So getting down to business. I have an application for tournament play (beachvolleyball to be precise, but should work for any pair-sport played in tournament format). The players show up on tournament day and gets randomly-ish put together with other participants and against other random teams. Top focus is to play as much as possible, however the number of players aren’t always divisible by the number of simultaneous playing spots. Therefor there will always be a number of players resting, standing the round out that is, and I’m trying to make sure this is as fair as possible by using 2 variables: Rests (total number of rests during the day) Rests in a row (Resting several games in a row, obviously)

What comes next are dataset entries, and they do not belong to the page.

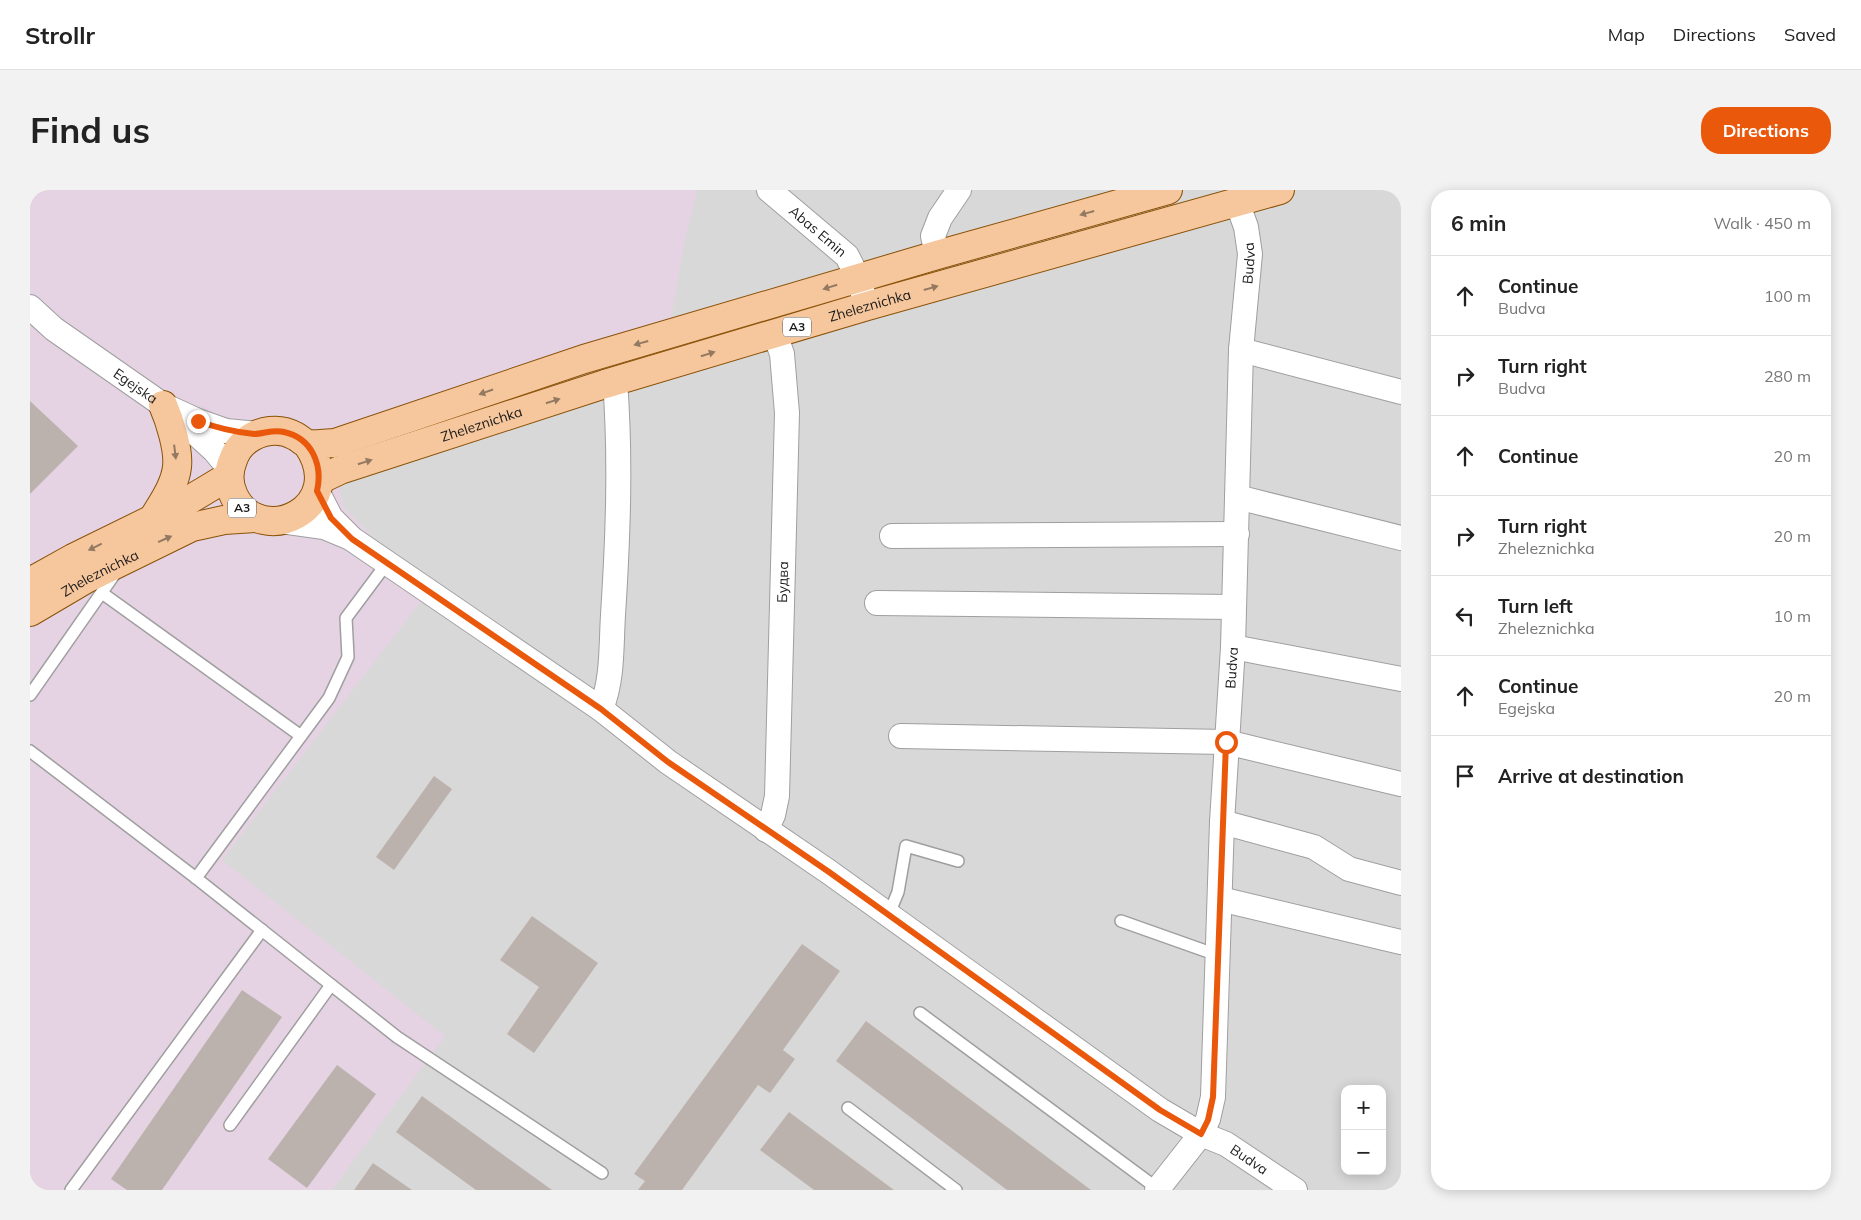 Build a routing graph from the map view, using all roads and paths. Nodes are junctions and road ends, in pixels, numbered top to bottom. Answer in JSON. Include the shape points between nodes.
{"nodes":[{"id":1,"x":770,"y":190,"type":"edge"},
{"id":2,"x":959,"y":190,"type":"edge"},
{"id":3,"x":1168,"y":190,"type":"edge"},
{"id":4,"x":1280,"y":190,"type":"edge"},
{"id":5,"x":1126,"y":196,"type":"edge"},
{"id":6,"x":1237,"y":202,"type":"junction"},
{"id":7,"x":937,"y":255,"type":"junction"},
{"id":8,"x":858,"y":278,"type":"junction"},
{"id":9,"x":867,"y":306,"type":"junction"},
{"id":10,"x":30,"y":307,"type":"edge"},
{"id":11,"x":775,"y":334,"type":"junction"},
{"id":12,"x":1241,"y":350,"type":"junction"},
{"id":13,"x":615,"y":381,"type":"junction"},
{"id":14,"x":1401,"y":392,"type":"edge"},
{"id":15,"x":163,"y":405,"type":"junction"},
{"id":16,"x":257,"y":434,"type":"junction"},
{"id":17,"x":306,"y":444,"type":"junction"},
{"id":18,"x":229,"y":472,"type":"junction"},
{"id":19,"x":318,"y":486,"type":"junction"},
{"id":20,"x":1237,"y":497,"type":"junction"},
{"id":21,"x":154,"y":518,"type":"junction"},
{"id":22,"x":269,"y":520,"type":"junction"},
{"id":23,"x":1237,"y":534,"type":"junction"},
{"id":24,"x":892,"y":536,"type":"dead end"},
{"id":25,"x":1401,"y":538,"type":"edge"},
{"id":26,"x":352,"y":539,"type":"junction"},
{"id":27,"x":125,"y":558,"type":"junction"},
{"id":28,"x":387,"y":563,"type":"junction"},
{"id":29,"x":30,"y":582,"type":"edge"},
{"id":30,"x":102,"y":593,"type":"junction"},
{"id":31,"x":877,"y":604,"type":"dead end"},
{"id":32,"x":1233,"y":608,"type":"junction"},
{"id":33,"x":30,"y":612,"type":"edge"},
{"id":34,"x":1232,"y":647,"type":"junction"},
{"id":35,"x":1401,"y":679,"type":"edge"},
{"id":36,"x":30,"y":695,"type":"edge"},
{"id":37,"x":601,"y":709,"type":"junction"},
{"id":38,"x":301,"y":736,"type":"junction"},
{"id":39,"x":901,"y":736,"type":"dead end"},
{"id":40,"x":1226,"y":742,"type":"junction"},
{"id":41,"x":30,"y":751,"type":"edge"},
{"id":42,"x":1401,"y":784,"type":"edge"},
{"id":43,"x":1222,"y":822,"type":"junction"},
{"id":44,"x":766,"y":830,"type":"junction"},
{"id":45,"x":958,"y":861,"type":"dead end"},
{"id":46,"x":196,"y":878,"type":"junction"},
{"id":47,"x":1401,"y":882,"type":"edge"},
{"id":48,"x":1220,"y":900,"type":"junction"},
{"id":49,"x":889,"y":914,"type":"junction"},
{"id":50,"x":1121,"y":921,"type":"dead end"},
{"id":51,"x":262,"y":930,"type":"junction"},
{"id":52,"x":1401,"y":942,"type":"edge"},
{"id":53,"x":1217,"y":955,"type":"junction"},
{"id":54,"x":331,"y":985,"type":"junction"},
{"id":55,"x":920,"y":1013,"type":"dead end"},
{"id":56,"x":848,"y":1108,"type":"dead end"},
{"id":57,"x":230,"y":1125,"type":"dead end"},
{"id":58,"x":1201,"y":1134,"type":"junction"},
{"id":59,"x":602,"y":1173,"type":"dead end"},
{"id":60,"x":1157,"y":1189,"type":"edge"},
{"id":61,"x":70,"y":1190,"type":"edge"},
{"id":62,"x":956,"y":1190,"type":"edge"},
{"id":63,"x":1296,"y":1190,"type":"edge"}],
"edges":[{"from":1,"to":8,"type":"street","name":"Abas Emin","via":[[847,256]]},
{"from":2,"to":7,"type":"street","via":[[940,218],[933,236]]},
{"from":3,"to":5,"type":"main road","name":"Zheleznichka","number":"A3"},
{"from":4,"to":6,"type":"main road","name":"Zheleznichka","number":"A3"},
{"from":5,"to":7,"type":"main road","name":"Zheleznichka","number":"A3","one_way":true},
{"from":9,"to":6,"type":"main road","name":"Zheleznichka","number":"A3","one_way":true},
{"from":6,"to":12,"type":"street","name":"Budva","via":[[1246,227],[1250,254]]},
{"from":7,"to":8,"type":"main road","name":"Zheleznichka","number":"A3"},
{"from":8,"to":9,"type":"street","name":"Abas Emin"},
{"from":8,"to":17,"type":"main road","name":"Zheleznichka","number":"A3","one_way":true,"via":[[584,359],[335,443]]},
{"from":9,"to":11,"type":"main road","name":"Zheleznichka","number":"A3"},
{"from":10,"to":15,"type":"street","name":"Egejska","via":[[54,329]]},
{"from":13,"to":11,"type":"main road","name":"Zheleznichka","number":"A3","one_way":true},
{"from":11,"to":44,"type":"street","name":"Будва","via":[[782,354],[787,413],[777,796]]},
{"from":12,"to":14,"type":"street"},
{"from":12,"to":20,"type":"street","name":"Budva"},
{"from":19,"to":13,"type":"main road","name":"Zheleznichka","number":"A3","one_way":true,"via":[[340,470]]},
{"from":13,"to":37,"type":"street","via":[[618,452],[616,575],[609,687]]},
{"from":15,"to":16,"type":"street","name":"Egejska","via":[[226,431]]},
{"from":15,"to":18,"type":"street","via":[[201,437]]},
{"from":15,"to":21,"type":"main road","one_way":true,"via":[[172,425],[177,467],[168,495]]},
{"from":16,"to":17,"type":"main road","via":[[284,432]]},
{"from":16,"to":18,"type":"main road","via":[[244,442],[235,454]]},
{"from":17,"to":19,"type":"main road","via":[[319,467]]},
{"from":18,"to":21,"type":"main road","name":"Zheleznichka","number":"A3","via":[[179,506]]},
{"from":18,"to":22,"type":"main road","number":"A3","via":[[230,489],[236,502],[246,511]]},
{"from":19,"to":22,"type":"main road","name":"Zheleznichka","number":"A3","via":[[303,511],[292,518]]},
{"from":19,"to":26,"type":"street","via":[[331,518]]},
{"from":20,"to":23,"type":"street","name":"Budva"},
{"from":20,"to":25,"type":"street"},
{"from":21,"to":29,"type":"main road","name":"Zheleznichka","number":"A3","one_way":true},
{"from":22,"to":26,"type":"street","via":[[324,527]]},
{"from":27,"to":22,"type":"main road","name":"Zheleznichka","number":"A3","one_way":true,"via":[[192,527],[224,520]]},
{"from":23,"to":24,"type":"street"},
{"from":23,"to":32,"type":"street","name":"Budva"},
{"from":26,"to":28,"type":"street","name":"Budva"},
{"from":27,"to":30,"type":"lane"},
{"from":27,"to":33,"type":"main road","name":"Zheleznichka","number":"A3"},
{"from":28,"to":37,"type":"street","name":"Budva"},
{"from":28,"to":38,"type":"lane","via":[[346,618],[348,657],[329,698]]},
{"from":30,"to":36,"type":"lane"},
{"from":30,"to":38,"type":"lane"},
{"from":31,"to":32,"type":"street"},
{"from":32,"to":34,"type":"street","name":"Budva"},
{"from":34,"to":35,"type":"street"},
{"from":34,"to":40,"type":"street","name":"Budva"},
{"from":37,"to":44,"type":"street","name":"Budva","via":[[668,762]]},
{"from":38,"to":46,"type":"lane"},
{"from":39,"to":40,"type":"street"},
{"from":40,"to":42,"type":"street"},
{"from":40,"to":43,"type":"street","name":"Budva"},
{"from":41,"to":46,"type":"lane"},
{"from":43,"to":47,"type":"street","via":[[1314,847],[1349,869]]},
{"from":43,"to":48,"type":"street","name":"Budva"},
{"from":44,"to":49,"type":"street","name":"Budva"},
{"from":45,"to":49,"type":"lane","via":[[906,846],[898,892]]},
{"from":46,"to":51,"type":"lane"},
{"from":48,"to":52,"type":"street"},
{"from":48,"to":53,"type":"street","name":"Budva"},
{"from":49,"to":58,"type":"street","name":"Budva","via":[[1160,1110]]},
{"from":50,"to":53,"type":"lane"},
{"from":51,"to":54,"type":"lane"},
{"from":51,"to":61,"type":"lane"},
{"from":53,"to":58,"type":"street","name":"Budva","via":[[1213,1097]]},
{"from":54,"to":57,"type":"lane"},
{"from":54,"to":59,"type":"lane","via":[[397,1037]]},
{"from":55,"to":60,"type":"lane"},
{"from":56,"to":62,"type":"lane"},
{"from":58,"to":60,"type":"street","name":"Budva"},
{"from":58,"to":63,"type":"street","name":"Budva","via":[[1226,1144]]}]}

The original concept of the tournament was mixing the teams with 1 male(m) and 1 female(f) in each team, playing against another team of m/f. However, the resting part is more important and there is often a lot more players of one sex than the other (i.e. 20 f and 7 m). Instead of letting the males play every single round, the program should make teams of f/f playing against f/f. Same-sex vs f/m should be avoided though. Players should get new partners every round and play against new teams every round. Preferably you should play with all players of the opposite sex before playing with someone again. Players are allowed to come and leave as they like, and also take a break at any time (voluntary rest).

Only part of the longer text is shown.